“Super Girl” shares about the perks of chasing dreams

Barbara Smedile sits near the colorful entrance to the Queen Bee Boutique on Main Street in Medford during a short break from her usual routine. She is poised, relaxed and vivacious. Her long, dark hair drapes over her green top with crisscrossed gapped sleeves.

She is a single mother of two teenagers, a full-time fifth-grade teacher, a business owner, a baker, and, now, a motivational speaker.
In 1984, her father opened three Thriftway supermarkets — in Vineland, Millville and Bridgeton. Her family moved to Medford from their home in Pennsylvania.

Smedile was 18 and fresh out of high school.

“I graduated on a Friday and that Saturday, I was in Medford,” she said.

Although she was sad to leave her Pennsylvania life behind, she soon fell for the charms of small-town Medford.

“I love it,” she said. “Oh, I love it.”

She teaches at Bobby’s Run School in nearby Lumberton, schooling her young students all subjects — math, reading, writing, social studies.

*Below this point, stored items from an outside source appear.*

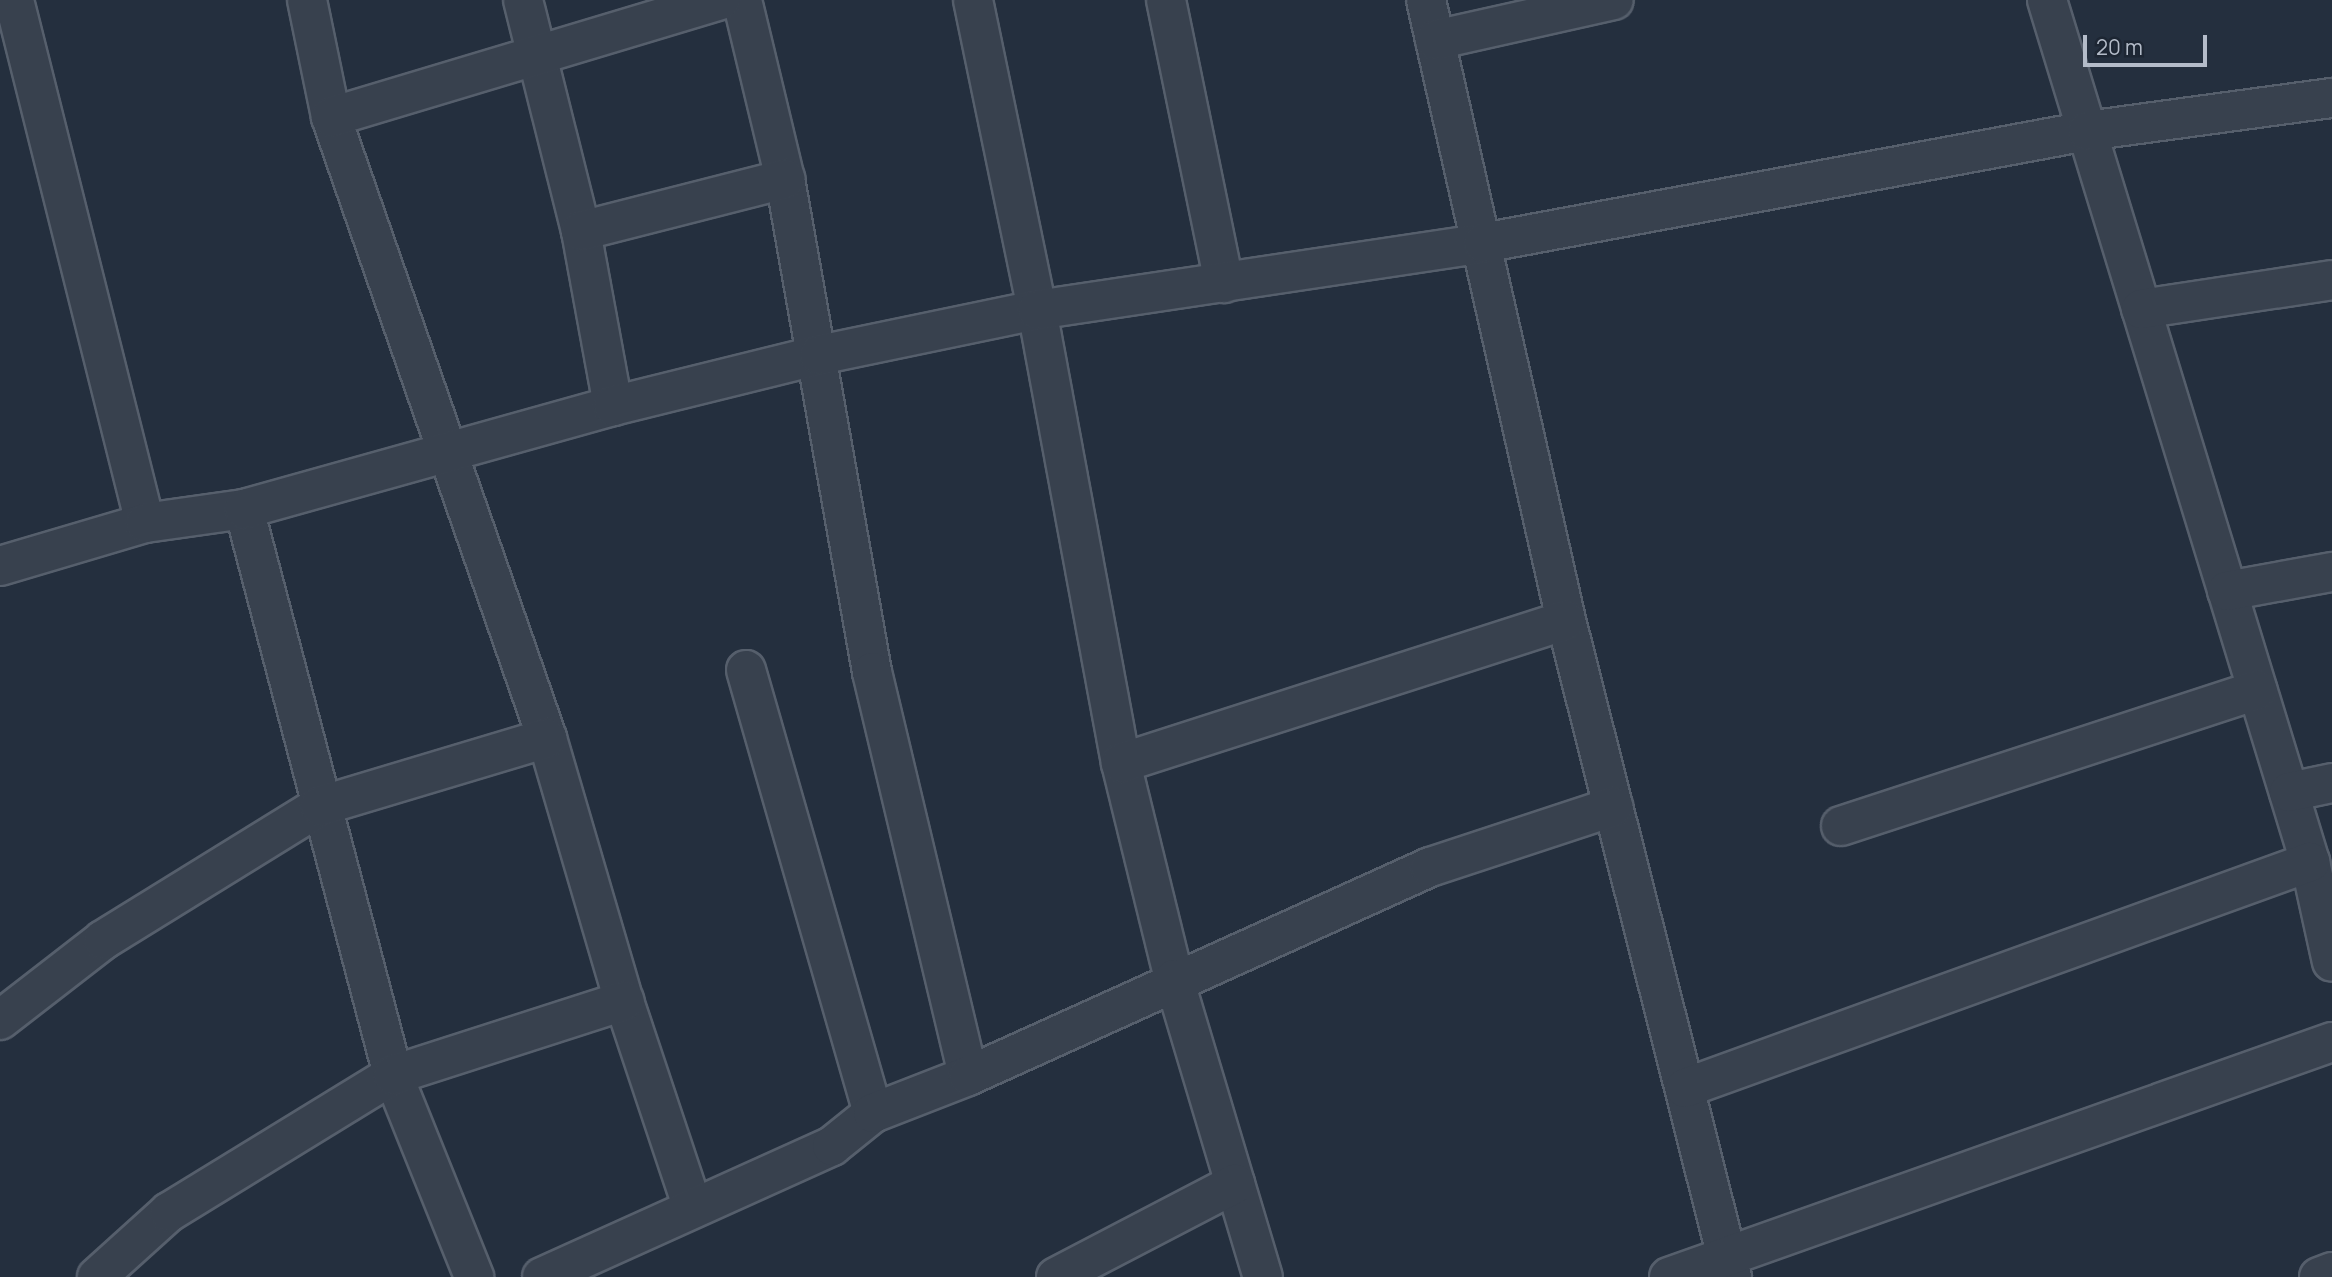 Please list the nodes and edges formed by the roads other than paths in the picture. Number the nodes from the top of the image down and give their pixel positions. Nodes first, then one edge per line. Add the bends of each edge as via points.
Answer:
1 (14, 0) edge
2 (307, 0) edge
3 (523, 0) edge
4 (721, 0) edge
5 (742, 0) edge
6 (973, 0) edge
7 (1166, 0) edge
8 (1426, 0) edge
9 (1614, 0) edge
10 (2047, 0) edge
11 (1435, 40) junction
12 (537, 55) junction
13 (2332, 98) edge
14 (331, 117) junction
15 (2087, 131) junction
16 (785, 178) junction
17 (581, 231) junction
18 (1483, 243) junction
19 (2332, 280) edge
20 (1224, 283) junction
21 (2141, 309) junction
22 (1037, 310) junction
23 (818, 355) junction
24 (613, 406) junction
25 (448, 453) junction
26 (244, 509) junction
27 (145, 523) junction
28 (0, 566) edge
29 (2332, 572) edge
30 (2227, 591) junction
31 (1566, 620) junction
32 (746, 670) dead end
33 (2257, 690) junction
34 (547, 738) junction
35 (1121, 762) junction
36 (2332, 783) edge
37 (2289, 792) junction
38 (320, 806) junction
39 (1613, 807) junction
40 (1841, 827) dead end
41 (2310, 862) junction
42 (2332, 962) edge
43 (1174, 979) junction
44 (624, 1001) junction
45 (0, 1020) edge
46 (2332, 1042) edge
47 (393, 1075) junction
48 (968, 1076) junction
49 (1685, 1088) junction
50 (873, 1113) junction
51 (1235, 1184) junction
52 (693, 1208) junction
53 (1730, 1268) edge
54 (2332, 1272) edge
55 (97, 1277) edge
56 (474, 1277) edge
57 (542, 1277) edge
58 (1056, 1277) edge
59 (1263, 1277) edge
60 (1669, 1277) edge
61 (2319, 1277) edge

1 - 27 street
2 - 14 street
3 - 12 street
4 - 12 street
5 - 16 street
6 - 22 street
7 - 20 street
8 - 11 street
9 - 11 street
10 - 15 street
11 - 18 street
12 - 14 street
12 - 17 street
13 - 15 street
14 - 25 street
15 - 18 street
15 - 21 street
16 - 17 street
16 - 23 street
17 - 24 street
18 - 20 street
18 - 31 street
19 - 21 street
20 - 22 street
21 - 30 street
22 - 23 street
22 - 35 street
23 - 24 street
23 - 48 street via 872,672
24 - 25 street
25 - 26 street
25 - 34 street
26 - 27 street
26 - 38 street
27 - 28 street
29 - 30 street
30 - 33 street
31 - 35 street
31 - 39 street
32 - 50 street
33 - 37 street
33 - 40 street
34 - 38 street
34 - 44 street
35 - 43 street
36 - 37 street
37 - 41 street
38 - 45 street via 103,940
38 - 47 street
39 - 43 street via 1430,867
39 - 49 street
41 - 42 street
41 - 49 street
43 - 48 street
43 - 51 street
44 - 47 street
44 - 52 street
46 - 53 street
47 - 55 street via 169,1212
47 - 56 street
48 - 50 street
49 - 53 street
50 - 52 street via 832,1146
51 - 58 street
51 - 59 street
52 - 57 street
53 - 60 street
54 - 61 street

Her lessons run for 45 minutes, but her students rarely are bored, she said.

“I’m like a monkey,” she said. “I don’t sit still in the classroom.”

Just last Friday, May 18, she was awarded Teacher of the Year for her school.

As someone who is easily bored, Smedile constantly needs projects to keep active.

Her latest venture to tackle, motivational speaking, recently brought her to Rancocas Valley Regional High School in Mt. Holly.

“The name of the workshop was ‘Super Girl,’” she said.

She told the students, over two sessions, how essential it is to follow their dreams. She was one of three guest speakers.

“No one’s going to hand it to you,” she said. “You gotta make it happen.”

She spoke about skills needed to succeed, education suggestions and communication skills.

She also told them her own story to success.

In fifth-grade, Smedile was teased for being overweight.

“I used to cry and cry,” she said.

That changed when her fifth grade teacher quoted a powerful part of a poem by Marie Davis.

“At that moment, she made such a difference in my life,” she said.

She saw the power of a teacher and decided she wanted to be one herself.

“And that’s what I did,” she said.

When she graduated from eighth-grade, her classmates generally wore white, flowery dresses. She, however, wore hot pink with high heels and a scarf.

“I stood out,” she said. “But I was true to myself.”

A year later, she continued her positive thinking in an essay contest about being of service to America.

“I can be of service to America by being the best me there is,” her essay began.

She graduated from Rowan University with bachelor’s degree in education and psychology and went back for her graduate certification in special education.

“I don’t even know if I’m done,” she said.

Smedile was asked to visit the school based on her experience of starting a boutique in Medford.

She and her sister, Dawn Favuzzi, opened their business together in March 2011 down the street at the Antiques Building. The room, she said, was the size of a bedroom.

“It was so small,” she emphasized. “You have to start somewhere and you can’t let anyone stop you.”

The sisters, running a booming business, were soon able to rent the room in the front of the building.

A year later, they moved to their current location.

“We were just so excited to get dressing rooms and a big window,” she said.

Favuzzi works at the shop during the days while Smedile is at work. After she’s done teaching, she moves into the fashion industry.

“I’m busy,” she said. “Seven days a week.”

Her goal at the shop is to make women feel good about themselves — without sending themselves into credit card debt.

“When you shop at boutiques, it’s specialty items,” she said. “Why can’t fashion be affordable for all women?”

She suggested during her talk that students present themselves with class and bring personality into their outfits.

“Your image is everything too,” she said. “Be yourself.”

Through her shop, Smedile wants to help bring Main Street back to the thriving, cute street of former years.

“This has some staying power,” she said. “We aspire to get an even bigger place.”

“I like the hometown feeling. I really truly do.”

When she is not shuffling her two jobs and other obligations, Smedile is probably baking.

“Baking calms me,” she said.

Through her life, Smedile has learned one important lesson: Depend on yourself.

“Sometimes fairy tales don’t come true,” she said. “You have to depend on yourself.”

Though times may become difficult, she strives to keep a smile on her face.

“I try to be positive,” she said. “I wake up and say, OK, it’s my choice, what kind of day am I going to make it?”